_What to produce_
When a line in the entries below contains the word "Farna", copy that line.

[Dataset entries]
══════

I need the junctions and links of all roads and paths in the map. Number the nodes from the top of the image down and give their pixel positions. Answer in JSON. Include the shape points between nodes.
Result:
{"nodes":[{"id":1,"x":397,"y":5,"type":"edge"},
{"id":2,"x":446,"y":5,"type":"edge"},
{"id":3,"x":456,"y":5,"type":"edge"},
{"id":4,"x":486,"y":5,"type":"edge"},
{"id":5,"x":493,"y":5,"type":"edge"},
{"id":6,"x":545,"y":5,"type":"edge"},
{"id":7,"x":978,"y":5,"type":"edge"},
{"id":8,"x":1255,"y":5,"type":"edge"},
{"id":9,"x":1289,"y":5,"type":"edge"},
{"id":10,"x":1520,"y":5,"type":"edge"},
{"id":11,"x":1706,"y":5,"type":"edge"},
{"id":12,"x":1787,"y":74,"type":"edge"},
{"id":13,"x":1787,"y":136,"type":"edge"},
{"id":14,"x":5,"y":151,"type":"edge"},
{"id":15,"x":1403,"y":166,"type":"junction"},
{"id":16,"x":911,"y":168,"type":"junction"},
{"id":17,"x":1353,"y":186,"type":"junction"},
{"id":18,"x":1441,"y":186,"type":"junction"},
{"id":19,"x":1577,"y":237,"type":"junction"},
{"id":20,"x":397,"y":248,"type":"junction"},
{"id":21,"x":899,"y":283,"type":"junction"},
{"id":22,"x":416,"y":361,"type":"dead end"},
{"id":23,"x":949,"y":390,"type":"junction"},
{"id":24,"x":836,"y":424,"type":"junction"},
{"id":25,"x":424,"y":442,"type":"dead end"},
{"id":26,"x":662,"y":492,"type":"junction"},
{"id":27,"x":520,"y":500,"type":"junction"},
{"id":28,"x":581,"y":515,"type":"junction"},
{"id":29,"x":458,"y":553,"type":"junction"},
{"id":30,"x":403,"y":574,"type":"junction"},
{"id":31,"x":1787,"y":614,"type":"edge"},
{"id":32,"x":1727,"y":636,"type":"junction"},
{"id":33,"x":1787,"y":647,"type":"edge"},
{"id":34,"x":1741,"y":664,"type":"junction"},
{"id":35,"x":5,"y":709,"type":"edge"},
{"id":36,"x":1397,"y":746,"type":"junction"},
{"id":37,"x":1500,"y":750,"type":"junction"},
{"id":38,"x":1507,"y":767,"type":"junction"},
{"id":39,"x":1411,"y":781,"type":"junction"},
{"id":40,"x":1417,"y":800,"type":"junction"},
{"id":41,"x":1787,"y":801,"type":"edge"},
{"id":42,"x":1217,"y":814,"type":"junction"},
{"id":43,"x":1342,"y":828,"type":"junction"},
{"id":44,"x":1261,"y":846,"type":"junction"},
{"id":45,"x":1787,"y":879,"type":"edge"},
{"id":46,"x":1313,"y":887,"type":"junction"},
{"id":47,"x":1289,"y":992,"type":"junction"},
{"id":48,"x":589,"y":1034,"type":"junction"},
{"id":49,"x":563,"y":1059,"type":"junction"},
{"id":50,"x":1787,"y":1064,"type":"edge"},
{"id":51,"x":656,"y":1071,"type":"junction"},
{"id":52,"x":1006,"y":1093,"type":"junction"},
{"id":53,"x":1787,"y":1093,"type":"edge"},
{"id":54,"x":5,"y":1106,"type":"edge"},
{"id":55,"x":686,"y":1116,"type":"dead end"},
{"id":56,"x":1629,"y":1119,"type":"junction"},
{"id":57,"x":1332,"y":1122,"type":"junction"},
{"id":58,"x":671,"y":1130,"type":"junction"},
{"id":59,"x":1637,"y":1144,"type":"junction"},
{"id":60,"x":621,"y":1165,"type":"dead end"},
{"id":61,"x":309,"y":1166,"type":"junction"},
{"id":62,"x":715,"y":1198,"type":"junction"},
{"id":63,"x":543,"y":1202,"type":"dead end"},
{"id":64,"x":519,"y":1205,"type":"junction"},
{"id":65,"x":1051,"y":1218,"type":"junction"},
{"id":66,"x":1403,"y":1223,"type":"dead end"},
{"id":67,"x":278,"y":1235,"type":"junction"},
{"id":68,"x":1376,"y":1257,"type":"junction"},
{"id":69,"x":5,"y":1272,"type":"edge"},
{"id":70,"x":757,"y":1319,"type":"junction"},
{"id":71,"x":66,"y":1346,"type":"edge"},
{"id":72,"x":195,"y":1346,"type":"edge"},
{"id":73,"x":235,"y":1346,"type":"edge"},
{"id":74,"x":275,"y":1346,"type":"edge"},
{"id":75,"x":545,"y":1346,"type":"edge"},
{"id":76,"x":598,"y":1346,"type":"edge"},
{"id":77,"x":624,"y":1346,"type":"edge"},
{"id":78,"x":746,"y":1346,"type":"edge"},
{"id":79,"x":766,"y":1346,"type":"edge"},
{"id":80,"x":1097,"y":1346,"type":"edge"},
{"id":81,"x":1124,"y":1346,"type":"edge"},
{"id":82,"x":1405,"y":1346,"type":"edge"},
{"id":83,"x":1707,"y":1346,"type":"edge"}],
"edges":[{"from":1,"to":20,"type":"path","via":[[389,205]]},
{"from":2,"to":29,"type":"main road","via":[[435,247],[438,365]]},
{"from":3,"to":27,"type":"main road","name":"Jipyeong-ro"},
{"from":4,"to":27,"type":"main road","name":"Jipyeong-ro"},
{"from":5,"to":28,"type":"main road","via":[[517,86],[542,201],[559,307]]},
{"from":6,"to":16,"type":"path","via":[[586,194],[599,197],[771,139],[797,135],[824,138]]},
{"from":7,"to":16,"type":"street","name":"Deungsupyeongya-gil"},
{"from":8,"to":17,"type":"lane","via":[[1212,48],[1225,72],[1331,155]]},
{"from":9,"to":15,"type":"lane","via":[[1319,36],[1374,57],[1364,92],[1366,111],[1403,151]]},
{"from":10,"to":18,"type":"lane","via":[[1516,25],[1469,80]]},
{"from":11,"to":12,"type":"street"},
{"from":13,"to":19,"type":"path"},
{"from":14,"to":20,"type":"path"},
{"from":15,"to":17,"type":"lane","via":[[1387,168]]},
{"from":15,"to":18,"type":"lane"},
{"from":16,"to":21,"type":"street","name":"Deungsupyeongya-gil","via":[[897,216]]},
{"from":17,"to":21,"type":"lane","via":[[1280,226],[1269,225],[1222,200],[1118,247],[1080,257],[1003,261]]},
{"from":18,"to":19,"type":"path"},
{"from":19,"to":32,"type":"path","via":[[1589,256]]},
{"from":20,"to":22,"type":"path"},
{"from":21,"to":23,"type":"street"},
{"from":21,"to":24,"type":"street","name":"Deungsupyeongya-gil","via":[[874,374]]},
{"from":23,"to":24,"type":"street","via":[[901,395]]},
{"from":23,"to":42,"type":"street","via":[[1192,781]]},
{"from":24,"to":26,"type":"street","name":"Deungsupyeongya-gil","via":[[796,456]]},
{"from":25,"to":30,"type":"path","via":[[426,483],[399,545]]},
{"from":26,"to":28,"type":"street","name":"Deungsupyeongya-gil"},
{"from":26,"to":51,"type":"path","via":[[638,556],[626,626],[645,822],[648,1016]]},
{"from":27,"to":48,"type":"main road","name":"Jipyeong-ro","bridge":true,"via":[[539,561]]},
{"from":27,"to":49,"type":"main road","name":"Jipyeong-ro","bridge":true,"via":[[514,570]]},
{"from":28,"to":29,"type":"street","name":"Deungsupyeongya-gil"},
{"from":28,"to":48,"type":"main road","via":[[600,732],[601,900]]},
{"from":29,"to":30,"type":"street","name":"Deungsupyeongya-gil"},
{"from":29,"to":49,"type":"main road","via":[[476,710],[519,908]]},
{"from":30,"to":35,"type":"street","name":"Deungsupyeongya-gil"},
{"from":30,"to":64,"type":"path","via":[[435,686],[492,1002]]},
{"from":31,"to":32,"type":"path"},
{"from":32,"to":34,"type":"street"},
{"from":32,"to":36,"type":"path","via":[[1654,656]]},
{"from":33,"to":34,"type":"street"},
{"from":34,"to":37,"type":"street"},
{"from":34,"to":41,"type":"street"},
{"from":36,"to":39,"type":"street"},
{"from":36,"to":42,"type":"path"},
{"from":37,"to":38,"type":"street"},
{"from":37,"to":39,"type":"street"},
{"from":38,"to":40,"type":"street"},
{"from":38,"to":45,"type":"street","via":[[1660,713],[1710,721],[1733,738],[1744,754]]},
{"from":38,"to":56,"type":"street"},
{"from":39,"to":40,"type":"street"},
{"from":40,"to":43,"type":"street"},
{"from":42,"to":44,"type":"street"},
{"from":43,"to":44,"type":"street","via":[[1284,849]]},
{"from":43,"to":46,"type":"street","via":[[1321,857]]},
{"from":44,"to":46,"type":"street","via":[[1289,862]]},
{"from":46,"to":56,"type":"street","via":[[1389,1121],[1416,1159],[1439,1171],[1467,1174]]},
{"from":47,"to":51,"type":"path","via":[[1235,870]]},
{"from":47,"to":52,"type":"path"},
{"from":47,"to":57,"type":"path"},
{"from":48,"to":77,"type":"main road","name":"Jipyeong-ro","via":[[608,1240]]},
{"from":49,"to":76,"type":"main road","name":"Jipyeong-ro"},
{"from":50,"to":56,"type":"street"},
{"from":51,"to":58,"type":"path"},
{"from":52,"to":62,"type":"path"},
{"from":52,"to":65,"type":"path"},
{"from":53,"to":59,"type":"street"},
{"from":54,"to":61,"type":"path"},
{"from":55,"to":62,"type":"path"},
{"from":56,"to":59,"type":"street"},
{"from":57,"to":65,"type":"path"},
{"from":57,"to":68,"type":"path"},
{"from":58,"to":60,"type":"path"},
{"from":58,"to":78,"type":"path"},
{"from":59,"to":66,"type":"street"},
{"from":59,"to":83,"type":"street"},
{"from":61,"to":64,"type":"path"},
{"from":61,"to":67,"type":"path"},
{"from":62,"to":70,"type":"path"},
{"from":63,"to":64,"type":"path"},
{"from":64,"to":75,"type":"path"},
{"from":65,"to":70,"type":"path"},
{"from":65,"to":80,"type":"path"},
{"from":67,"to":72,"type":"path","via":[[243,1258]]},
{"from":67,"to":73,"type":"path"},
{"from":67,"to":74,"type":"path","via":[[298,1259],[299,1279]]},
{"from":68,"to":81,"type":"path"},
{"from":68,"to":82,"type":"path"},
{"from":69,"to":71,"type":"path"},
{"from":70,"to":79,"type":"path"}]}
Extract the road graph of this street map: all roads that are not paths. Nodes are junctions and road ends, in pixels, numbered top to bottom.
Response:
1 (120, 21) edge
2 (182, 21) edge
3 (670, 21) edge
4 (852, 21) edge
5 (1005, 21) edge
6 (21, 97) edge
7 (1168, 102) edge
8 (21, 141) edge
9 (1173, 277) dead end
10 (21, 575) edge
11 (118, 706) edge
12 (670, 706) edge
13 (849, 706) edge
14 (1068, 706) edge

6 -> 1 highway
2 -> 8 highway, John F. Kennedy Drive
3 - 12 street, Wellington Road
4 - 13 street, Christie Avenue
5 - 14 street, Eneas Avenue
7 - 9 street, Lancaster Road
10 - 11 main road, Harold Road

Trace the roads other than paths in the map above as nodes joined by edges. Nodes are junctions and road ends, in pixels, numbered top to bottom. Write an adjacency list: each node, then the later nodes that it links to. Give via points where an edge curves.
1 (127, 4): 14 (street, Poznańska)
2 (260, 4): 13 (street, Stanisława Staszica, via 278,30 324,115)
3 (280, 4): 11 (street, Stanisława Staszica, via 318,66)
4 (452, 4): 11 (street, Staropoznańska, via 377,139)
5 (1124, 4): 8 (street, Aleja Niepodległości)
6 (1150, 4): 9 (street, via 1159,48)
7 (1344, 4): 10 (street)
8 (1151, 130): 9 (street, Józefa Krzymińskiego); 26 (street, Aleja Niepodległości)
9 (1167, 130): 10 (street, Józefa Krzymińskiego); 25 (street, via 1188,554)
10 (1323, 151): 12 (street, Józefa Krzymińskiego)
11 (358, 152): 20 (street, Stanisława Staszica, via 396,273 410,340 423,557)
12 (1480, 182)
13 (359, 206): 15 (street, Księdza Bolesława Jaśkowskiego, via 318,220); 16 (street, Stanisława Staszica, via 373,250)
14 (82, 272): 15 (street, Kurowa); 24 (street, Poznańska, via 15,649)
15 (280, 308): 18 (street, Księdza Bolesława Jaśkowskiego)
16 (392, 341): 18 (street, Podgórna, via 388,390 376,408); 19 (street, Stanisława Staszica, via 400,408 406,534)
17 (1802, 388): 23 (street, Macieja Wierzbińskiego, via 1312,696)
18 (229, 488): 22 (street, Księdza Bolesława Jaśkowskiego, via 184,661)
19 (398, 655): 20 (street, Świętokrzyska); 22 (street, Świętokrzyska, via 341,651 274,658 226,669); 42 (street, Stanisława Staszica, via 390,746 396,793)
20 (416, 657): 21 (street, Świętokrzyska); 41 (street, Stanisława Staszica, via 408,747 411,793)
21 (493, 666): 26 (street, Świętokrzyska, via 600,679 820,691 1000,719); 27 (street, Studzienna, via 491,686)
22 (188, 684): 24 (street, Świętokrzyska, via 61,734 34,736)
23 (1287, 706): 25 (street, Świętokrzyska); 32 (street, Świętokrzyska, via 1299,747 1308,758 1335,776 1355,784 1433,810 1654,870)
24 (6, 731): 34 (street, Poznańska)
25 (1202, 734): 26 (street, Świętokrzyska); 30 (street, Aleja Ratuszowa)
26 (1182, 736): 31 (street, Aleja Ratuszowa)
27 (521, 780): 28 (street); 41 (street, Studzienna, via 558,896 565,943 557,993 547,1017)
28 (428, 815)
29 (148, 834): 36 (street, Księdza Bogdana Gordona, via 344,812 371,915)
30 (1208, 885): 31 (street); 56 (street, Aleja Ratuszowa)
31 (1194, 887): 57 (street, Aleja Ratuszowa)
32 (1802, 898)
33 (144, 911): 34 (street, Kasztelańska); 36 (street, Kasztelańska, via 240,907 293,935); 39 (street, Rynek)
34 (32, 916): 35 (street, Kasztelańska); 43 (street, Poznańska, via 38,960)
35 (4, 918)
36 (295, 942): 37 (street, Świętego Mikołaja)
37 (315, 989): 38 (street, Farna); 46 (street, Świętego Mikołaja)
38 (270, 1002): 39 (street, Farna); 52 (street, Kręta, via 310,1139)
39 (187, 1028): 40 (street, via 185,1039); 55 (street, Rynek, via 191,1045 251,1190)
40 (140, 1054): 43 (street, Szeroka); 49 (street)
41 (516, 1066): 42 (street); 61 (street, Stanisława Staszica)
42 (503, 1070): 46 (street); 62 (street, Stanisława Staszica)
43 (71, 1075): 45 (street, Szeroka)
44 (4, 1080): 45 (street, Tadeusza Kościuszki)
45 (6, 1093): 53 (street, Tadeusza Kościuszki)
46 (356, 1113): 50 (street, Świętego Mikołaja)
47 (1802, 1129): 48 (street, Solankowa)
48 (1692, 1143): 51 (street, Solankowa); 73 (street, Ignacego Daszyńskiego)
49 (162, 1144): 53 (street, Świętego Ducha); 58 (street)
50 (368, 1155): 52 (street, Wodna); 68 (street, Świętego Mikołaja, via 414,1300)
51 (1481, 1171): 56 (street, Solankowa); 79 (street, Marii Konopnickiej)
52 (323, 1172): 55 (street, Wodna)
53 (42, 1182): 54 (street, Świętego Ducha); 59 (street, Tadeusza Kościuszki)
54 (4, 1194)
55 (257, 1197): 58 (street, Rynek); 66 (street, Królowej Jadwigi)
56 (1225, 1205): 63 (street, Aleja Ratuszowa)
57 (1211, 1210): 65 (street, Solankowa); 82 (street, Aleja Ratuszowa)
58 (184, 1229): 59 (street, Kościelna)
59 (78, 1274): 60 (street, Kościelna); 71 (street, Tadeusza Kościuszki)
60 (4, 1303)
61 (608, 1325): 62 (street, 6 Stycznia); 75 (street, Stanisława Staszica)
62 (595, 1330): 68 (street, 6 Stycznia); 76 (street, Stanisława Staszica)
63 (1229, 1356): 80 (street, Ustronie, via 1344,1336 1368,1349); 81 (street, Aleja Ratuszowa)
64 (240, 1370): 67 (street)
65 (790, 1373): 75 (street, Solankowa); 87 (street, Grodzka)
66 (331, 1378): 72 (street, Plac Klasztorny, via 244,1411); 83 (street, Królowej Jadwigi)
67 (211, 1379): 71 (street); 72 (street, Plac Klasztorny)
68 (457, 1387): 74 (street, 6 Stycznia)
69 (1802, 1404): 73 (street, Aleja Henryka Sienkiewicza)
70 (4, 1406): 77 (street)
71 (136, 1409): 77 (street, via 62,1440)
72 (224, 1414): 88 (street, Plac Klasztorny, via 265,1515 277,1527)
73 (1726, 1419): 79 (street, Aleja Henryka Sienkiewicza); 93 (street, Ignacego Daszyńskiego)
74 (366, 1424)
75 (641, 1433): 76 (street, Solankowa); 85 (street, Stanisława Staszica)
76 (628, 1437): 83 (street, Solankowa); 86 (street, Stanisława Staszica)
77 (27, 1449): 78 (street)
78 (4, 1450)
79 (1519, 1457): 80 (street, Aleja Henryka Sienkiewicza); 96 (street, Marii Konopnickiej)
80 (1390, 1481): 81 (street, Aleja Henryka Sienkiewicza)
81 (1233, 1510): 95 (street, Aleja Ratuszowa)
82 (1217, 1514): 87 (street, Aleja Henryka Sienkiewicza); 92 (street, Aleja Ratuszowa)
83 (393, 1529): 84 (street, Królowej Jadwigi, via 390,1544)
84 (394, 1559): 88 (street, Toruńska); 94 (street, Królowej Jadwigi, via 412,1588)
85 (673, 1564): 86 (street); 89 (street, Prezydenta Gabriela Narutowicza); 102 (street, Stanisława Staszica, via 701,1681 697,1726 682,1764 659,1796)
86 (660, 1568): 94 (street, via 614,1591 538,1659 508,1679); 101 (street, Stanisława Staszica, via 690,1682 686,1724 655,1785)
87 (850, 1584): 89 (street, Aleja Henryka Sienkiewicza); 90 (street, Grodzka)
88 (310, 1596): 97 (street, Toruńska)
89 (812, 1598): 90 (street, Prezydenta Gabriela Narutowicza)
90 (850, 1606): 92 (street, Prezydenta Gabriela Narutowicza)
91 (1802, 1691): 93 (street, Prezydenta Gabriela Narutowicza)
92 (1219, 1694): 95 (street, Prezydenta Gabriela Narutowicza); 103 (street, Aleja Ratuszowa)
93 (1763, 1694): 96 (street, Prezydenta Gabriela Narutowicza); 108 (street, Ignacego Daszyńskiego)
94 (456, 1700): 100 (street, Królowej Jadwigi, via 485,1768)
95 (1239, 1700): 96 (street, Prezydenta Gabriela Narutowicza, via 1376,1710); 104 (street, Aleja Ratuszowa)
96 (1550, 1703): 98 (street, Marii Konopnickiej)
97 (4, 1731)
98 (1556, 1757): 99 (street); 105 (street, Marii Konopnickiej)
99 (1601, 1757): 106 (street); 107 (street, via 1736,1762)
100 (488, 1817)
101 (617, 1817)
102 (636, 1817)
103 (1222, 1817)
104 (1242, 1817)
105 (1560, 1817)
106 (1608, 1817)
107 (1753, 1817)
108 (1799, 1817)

══════

_Response area_
37 (315, 989): 38 (street, Farna); 46 (street, Świętego Mikołaja)
38 (270, 1002): 39 (street, Farna); 52 (street, Kręta, via 310,1139)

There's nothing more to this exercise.